Southfield defense attorney's case wound up on television judge show

by Sheila Pursglove
Legal News

Attorney Noel Erinjeri once worked on a case that eventually played out on a nationally syndicated TV show.

“My client had been charged with stealing – it was a really weak case, and my client was innocent, and the jury acquitted,” he explains. “I found out after the trial that the complainant had said that his insurance company wouldn’t pay out on the claim unless ‘someone was convicted.’

“My client and the complainant ended up on Judge Mathis – I’m still waiting on the royalty check,” he adds with a smile.

It was just one of many interesting cases for this criminal defense advocate who joined the Southfield firm of Rockind Law in January 2015 after running his own law practice in Livonia. 

“I love criminal defense because there’s something new every day,” he says. “I’ve worked on almost 2,000 cases and every single one presents a unique set of facts and a unique application of the law. Given the array of cases we handle at Rockind Law, I’m really in the best place for my interests and skill set.

“I love the intellectual challenge of the law. I’m naturally a pretty competitive person, and in criminal law, the entire practice area comes down to a competition – and we’re very competitive at Rockind Law.”

Erinjeri spent five years as an assistant public defender in the Missouri State Public Defender’s Office in Fulton, Mo., where he was the attorney of record in nearly 1,800 cases, taking each from arraignment to sentencing, and managing a workload of up to 300 cases at any given time.

“Public defense is a tough job, but the work was incredibly interesting and fulfilling and I enjoyed the camaraderie with my colleagues,” he says. “There was this ‘us-against-the-world’ mentality that kept us going even when the caseload threatened to become overwhelming.

“In private practice, the caseload is much more manageable, but I’m still able to focus 100 percent of my work on criminal defense,” he adds. “As far as that goes, I hit the jackpot with Rockind Law.”

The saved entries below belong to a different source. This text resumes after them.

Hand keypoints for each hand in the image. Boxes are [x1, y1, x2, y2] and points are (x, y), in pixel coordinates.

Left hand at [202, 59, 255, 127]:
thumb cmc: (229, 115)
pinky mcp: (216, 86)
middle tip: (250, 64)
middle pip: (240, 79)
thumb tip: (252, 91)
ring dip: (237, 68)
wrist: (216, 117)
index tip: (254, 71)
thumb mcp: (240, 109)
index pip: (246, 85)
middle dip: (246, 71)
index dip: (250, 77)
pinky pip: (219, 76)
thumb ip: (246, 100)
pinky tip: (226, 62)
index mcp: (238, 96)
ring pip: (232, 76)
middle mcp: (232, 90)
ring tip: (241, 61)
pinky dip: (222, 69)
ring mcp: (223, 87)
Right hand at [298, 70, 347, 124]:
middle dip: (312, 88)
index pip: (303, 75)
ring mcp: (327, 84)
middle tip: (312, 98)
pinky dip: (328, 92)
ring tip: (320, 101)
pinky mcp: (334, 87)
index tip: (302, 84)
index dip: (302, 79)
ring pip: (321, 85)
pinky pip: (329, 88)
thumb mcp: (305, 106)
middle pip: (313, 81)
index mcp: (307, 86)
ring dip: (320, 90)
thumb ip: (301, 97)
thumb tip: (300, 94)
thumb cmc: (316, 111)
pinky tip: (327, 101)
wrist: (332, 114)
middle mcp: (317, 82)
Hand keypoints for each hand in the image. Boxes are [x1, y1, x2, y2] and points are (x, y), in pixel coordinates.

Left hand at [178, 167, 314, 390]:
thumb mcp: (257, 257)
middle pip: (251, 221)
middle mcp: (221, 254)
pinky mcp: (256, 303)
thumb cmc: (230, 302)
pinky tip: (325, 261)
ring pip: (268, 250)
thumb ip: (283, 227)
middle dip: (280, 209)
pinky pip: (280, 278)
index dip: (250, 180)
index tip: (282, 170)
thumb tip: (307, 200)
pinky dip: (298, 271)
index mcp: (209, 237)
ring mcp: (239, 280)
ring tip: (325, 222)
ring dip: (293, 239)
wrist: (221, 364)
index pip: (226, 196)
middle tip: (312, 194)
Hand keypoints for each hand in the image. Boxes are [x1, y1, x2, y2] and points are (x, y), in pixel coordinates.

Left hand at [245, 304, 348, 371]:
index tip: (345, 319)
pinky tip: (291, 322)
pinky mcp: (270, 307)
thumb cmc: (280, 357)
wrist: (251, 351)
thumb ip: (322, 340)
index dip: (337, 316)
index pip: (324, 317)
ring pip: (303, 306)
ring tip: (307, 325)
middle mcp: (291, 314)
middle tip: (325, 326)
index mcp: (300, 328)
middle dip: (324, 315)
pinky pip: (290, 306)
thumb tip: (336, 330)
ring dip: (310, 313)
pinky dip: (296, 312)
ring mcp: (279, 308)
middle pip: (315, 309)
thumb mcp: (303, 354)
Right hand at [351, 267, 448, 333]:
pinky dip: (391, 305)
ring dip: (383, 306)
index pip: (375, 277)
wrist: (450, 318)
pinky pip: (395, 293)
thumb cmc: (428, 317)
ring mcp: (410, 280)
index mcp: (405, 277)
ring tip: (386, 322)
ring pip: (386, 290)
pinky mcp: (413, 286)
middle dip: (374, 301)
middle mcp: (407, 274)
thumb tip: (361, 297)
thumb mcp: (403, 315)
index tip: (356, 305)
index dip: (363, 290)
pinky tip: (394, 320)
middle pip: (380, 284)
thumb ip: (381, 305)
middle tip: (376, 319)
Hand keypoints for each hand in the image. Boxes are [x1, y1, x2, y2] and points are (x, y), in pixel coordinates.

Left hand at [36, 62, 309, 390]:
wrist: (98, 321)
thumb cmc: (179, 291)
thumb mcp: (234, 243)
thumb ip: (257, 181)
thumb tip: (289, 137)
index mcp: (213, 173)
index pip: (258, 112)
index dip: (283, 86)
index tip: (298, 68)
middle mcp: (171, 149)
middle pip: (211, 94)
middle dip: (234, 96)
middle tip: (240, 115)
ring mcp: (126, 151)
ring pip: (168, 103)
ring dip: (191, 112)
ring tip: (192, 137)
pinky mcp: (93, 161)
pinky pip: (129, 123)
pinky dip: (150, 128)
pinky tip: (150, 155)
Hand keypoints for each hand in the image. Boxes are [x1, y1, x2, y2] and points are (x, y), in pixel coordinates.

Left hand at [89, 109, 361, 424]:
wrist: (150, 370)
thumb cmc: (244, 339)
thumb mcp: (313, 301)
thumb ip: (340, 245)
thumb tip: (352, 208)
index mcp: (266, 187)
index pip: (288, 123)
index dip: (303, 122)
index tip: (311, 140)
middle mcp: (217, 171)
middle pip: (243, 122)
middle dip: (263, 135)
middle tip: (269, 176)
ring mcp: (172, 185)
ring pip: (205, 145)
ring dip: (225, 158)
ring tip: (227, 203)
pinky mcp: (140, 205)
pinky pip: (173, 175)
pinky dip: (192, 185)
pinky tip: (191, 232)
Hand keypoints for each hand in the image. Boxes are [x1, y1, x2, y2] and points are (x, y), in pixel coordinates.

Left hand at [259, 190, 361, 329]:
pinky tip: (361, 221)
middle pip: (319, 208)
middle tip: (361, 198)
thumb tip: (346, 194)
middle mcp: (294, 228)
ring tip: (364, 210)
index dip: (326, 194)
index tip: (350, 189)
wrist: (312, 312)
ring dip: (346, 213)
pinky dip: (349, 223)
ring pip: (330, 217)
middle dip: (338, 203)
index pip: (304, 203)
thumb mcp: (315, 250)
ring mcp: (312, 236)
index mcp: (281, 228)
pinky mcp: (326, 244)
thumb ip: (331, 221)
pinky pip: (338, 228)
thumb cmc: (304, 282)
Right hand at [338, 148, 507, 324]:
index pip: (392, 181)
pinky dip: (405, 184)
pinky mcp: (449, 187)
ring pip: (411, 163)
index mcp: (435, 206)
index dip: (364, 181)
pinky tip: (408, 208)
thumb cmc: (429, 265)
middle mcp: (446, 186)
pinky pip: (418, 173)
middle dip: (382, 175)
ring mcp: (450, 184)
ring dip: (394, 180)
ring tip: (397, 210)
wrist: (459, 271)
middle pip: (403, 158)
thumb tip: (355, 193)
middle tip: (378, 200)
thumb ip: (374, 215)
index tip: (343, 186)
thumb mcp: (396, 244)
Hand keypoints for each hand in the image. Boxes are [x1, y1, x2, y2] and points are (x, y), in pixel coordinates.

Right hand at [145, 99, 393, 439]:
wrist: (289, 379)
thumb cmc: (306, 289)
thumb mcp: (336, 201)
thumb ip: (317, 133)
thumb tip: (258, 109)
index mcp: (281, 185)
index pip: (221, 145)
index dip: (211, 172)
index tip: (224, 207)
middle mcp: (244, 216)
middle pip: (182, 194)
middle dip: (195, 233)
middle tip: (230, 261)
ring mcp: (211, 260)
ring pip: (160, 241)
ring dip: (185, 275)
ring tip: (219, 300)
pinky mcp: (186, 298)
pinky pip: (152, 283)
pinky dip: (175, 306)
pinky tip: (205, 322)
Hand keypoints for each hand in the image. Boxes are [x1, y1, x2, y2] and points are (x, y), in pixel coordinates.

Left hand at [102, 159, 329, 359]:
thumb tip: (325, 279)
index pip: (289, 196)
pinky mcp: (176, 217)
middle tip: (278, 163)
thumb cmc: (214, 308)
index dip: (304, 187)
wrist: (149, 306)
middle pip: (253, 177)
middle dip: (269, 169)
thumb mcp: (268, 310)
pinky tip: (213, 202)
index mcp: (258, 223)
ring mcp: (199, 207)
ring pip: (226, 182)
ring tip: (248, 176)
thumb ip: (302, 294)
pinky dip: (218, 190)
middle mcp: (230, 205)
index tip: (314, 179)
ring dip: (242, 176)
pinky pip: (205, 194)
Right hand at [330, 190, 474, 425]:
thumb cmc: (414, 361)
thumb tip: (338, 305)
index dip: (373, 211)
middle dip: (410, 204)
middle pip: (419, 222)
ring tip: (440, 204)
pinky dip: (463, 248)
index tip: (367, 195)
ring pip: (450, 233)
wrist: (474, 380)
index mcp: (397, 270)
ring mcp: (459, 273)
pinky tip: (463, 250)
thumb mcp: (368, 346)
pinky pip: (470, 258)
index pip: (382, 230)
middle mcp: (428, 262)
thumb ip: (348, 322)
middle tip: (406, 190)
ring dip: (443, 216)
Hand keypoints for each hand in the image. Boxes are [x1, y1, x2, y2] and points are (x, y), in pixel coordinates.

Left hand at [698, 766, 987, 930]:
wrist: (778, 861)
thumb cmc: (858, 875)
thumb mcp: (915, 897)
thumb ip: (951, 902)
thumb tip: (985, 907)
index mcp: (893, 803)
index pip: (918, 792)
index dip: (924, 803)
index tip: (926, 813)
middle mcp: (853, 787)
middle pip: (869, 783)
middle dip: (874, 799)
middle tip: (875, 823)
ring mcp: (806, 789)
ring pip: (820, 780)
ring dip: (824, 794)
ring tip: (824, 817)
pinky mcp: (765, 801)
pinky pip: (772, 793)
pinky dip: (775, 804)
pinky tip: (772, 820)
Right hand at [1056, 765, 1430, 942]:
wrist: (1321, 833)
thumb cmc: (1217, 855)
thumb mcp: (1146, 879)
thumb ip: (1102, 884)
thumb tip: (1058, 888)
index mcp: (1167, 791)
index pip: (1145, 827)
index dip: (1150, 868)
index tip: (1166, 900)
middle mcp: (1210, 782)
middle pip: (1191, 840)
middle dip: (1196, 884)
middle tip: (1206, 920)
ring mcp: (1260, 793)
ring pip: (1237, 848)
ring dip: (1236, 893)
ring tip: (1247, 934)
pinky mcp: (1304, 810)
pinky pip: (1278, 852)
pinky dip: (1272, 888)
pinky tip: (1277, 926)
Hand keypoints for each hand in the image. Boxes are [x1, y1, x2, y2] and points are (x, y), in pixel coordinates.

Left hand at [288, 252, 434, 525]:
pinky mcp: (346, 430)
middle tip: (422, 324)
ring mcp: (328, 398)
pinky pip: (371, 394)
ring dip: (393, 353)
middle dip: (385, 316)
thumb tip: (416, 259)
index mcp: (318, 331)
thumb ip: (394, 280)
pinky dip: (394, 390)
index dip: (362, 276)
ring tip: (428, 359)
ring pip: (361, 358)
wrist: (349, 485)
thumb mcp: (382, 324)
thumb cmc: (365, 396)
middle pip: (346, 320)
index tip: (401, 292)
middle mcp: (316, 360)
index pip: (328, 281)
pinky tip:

He recalls a case where a man had 26 prior burglary convictions, and number 27 had the same M.O. There was a signed, properly Mirandized confession, and a pawn ticket for the stolen goods in which Erinjeri’s client had signed his own name.
“He ended up getting an amazing deal with no extra punishment – he was on probation at the time – because the prosecutor went on maternity leave right before trial,” Erinjeri says.

One of the saddest cases he worked involved a mother who had stolen from her employer to pay for therapy and psych meds for her pre-teen daughter, the victim of horrific sexual abuse.

“I begged her to fight it, but she insisted on pleading guilty because she felt she had to set a good example for her daughter about accepting the consequences of your actions,” he says. “She didn’t go to jail but she did get a felony conviction.”

Erinjeri, who contributes to “Fault Lines” on Mimesis Law, a website covering the business, practice and culture of law, earned his undergrad degree in physics from the University of Michigan. He then taught classes in biology, chemistry, physics and verbal and logical reasoning at Kaplan Test Preparation in East Lansing, to prepare students for the Medical College Admissions Test (MCAT) and Law School Admissions Test (LSAT), while attending Cooley Law School in Lansing.
“Between a full honors scholarship and the scheduling flexibility Cooley offered, I could work all I wanted for Kaplan and still go to school and graduate in three years,” he says. “I used to joke that I was the only law student in America who made money while in law school. I managed to graduate debt-free, and that becomes more significant with each passing year.”

He served as senior associate editor for the Cooley Law Review and was a member of Cooley’s Moot Court National Trial Team.

“My classmates and professors were definitely the best part of law school,” he says. “It also appealed to the procrastinator in me, since most classes didn’t have homework, only a final exam at the end.” 

With his physics background, Erinjeri originally had patent law in his sights but found classes in criminal law and constitutional law much more to his liking.

An internship at the Washtenaw County Public Defender’s Office in Ann Arbor was his first experience of doing, alegal work in the real world.

“I learned more in that four months than I’d learned in the previous four semesters,” he says. “It’s also what sealed my decision to pursue criminal law as a career.”

The Flint native now lives in Farmington Hills, bringing him much closer to his family than when he lived in the “Show-Me” state.

“And I much prefer city living to living out in the country – there’s much, much more to do regardless of what you’re looking for,” he says. “Also, being close enough to Ann Arbor to see Michigan games, live or on TV, is a huge plus. I follow the University of Michigan and Detroit sports teams pretty closely.

“I’m a somewhat serious poker player, I read voraciously, and I’m trying  – very slowly – to become a better cook.”